Is the West Harbour tunnel necessary and who will pay for it?

The investments in the port development programme are interlinked, as the arrangements in one part of the port affect other parts. The first step is to increase the capacity of the West Harbour in order to centralise all Tallinn cruiseferry traffic there.

The tunnel from the West Harbour to Länsiväylä allows for the expansion of the port’s operations. All lorry traffic passing through the port will be transferred to the tunnel, as will passenger car traffic to the west of the port. The tunnel will be implemented as the port company’s own investment, and it will be a property managed by the port. The tunnel will be financed by revenue collected in the form of port charges.

The construction is expected to start in the mid-2020s and to be completed in 2027. If necessary, the tunnel can be extended later in connection with the development of Salmisaari.

What is the future of the Katajanokka terminal?

When the Tallinn traffic is transferred from Katajanokka to the West Harbour, all the ferries operating to Stockholm will fit in Katajanokka. However, a new terminal is needed, as the ferries operating to Sweden have a large passenger capacity and are on the move at the same. The traffic between Stockholm and Helsinki is operated by leaving in the afternoon and arriving in the morning. This will lead to the need for more space at Katajanokka.

It is currently being investigated whether K8, the current terminal in Katajanokka, should be renovated and expanded or replaced with a completely new one. K8 is protected in the town plan.

Will there be any ship traffic left at Makasiiniranta?

The South Harbour is preparing for a temporary operation of traffic to St Petersburg in the middle of the decade, when a new terminal replacing T1 will be built in the West Harbour. The red brick Makasiini Terminal will be demolished to be replaced by temporary facilities for the ships operating to St Petersburg. The St Petersburg traffic is estimated to be operated from the South Harbour from 2023 to 2026 and will return to the West Harbour when the new premises there are complete.

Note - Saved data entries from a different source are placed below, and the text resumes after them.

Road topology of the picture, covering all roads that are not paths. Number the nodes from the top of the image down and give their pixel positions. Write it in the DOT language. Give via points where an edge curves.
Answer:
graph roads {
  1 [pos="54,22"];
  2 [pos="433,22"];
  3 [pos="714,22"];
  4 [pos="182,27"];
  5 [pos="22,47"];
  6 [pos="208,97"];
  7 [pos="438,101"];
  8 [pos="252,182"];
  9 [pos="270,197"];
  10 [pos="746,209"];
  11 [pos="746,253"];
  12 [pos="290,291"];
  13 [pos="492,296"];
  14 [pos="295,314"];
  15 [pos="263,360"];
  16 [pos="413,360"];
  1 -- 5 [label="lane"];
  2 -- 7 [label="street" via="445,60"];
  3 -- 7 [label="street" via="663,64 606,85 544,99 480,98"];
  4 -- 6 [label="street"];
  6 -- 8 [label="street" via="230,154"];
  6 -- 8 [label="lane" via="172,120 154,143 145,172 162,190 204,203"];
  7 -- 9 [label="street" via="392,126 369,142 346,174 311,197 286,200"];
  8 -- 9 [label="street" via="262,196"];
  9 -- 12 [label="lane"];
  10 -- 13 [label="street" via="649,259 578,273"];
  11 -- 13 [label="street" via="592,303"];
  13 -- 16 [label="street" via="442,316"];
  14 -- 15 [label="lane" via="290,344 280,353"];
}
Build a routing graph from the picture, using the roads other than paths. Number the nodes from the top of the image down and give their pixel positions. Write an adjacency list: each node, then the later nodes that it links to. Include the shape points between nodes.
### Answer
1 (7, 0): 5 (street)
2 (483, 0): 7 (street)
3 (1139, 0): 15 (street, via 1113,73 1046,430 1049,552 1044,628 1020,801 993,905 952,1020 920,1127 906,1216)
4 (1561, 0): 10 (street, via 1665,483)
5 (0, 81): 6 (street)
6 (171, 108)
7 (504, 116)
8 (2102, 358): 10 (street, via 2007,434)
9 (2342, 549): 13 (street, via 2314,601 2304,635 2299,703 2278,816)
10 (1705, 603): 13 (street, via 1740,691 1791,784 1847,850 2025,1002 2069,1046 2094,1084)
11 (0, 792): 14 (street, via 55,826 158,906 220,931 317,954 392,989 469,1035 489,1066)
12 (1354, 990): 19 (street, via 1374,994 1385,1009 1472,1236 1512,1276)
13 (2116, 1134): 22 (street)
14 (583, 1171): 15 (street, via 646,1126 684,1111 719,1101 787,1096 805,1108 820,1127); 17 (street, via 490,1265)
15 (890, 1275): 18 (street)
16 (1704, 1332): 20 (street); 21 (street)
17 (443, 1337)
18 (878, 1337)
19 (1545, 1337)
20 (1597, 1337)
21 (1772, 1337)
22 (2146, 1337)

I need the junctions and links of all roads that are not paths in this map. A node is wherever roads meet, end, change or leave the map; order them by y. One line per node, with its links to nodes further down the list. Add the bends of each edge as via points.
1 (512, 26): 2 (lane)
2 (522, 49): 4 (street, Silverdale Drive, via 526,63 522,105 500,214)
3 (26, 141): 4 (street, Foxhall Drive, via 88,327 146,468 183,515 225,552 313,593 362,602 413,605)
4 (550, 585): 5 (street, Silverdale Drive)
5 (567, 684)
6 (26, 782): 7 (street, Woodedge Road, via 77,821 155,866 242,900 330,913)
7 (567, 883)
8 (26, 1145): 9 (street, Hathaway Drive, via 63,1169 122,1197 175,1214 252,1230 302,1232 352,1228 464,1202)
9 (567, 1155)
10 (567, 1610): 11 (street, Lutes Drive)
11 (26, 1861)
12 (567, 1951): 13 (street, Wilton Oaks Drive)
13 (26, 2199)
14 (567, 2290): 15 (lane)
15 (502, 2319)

In the South Harbour, berths will remain for international cruise traffic. There will also be a reservation for Makasiini Quay to develop high-speed vessel traffic. This would enable traffic that benefits from access from one city centre to another. The remaining maritime traffic in the South Harbour will have in common the fact that there will be no cars on board the ships.

Cruise ships do not need terminal facilities of the current scale. In them, boarding takes place directly from the quay level. Due to the restrictions posed by the Kustaanmiekka strait, the South Harbour can accommodate vessels up to 230 metres, which is roughly the size of Silja Line’s ferries operating to Sweden. Larger cruise ships will fit in Hernesaari. There will possibly be only one place for cruise traffic on the Katajanokka side.

What will happen to the port buildings in the South Harbour?

The Port of Helsinki will give up all the buildings in the South Harbour, including the yellow brick Olympia Terminal and Satamatalo. They are protected buildings, but their purpose of use will change.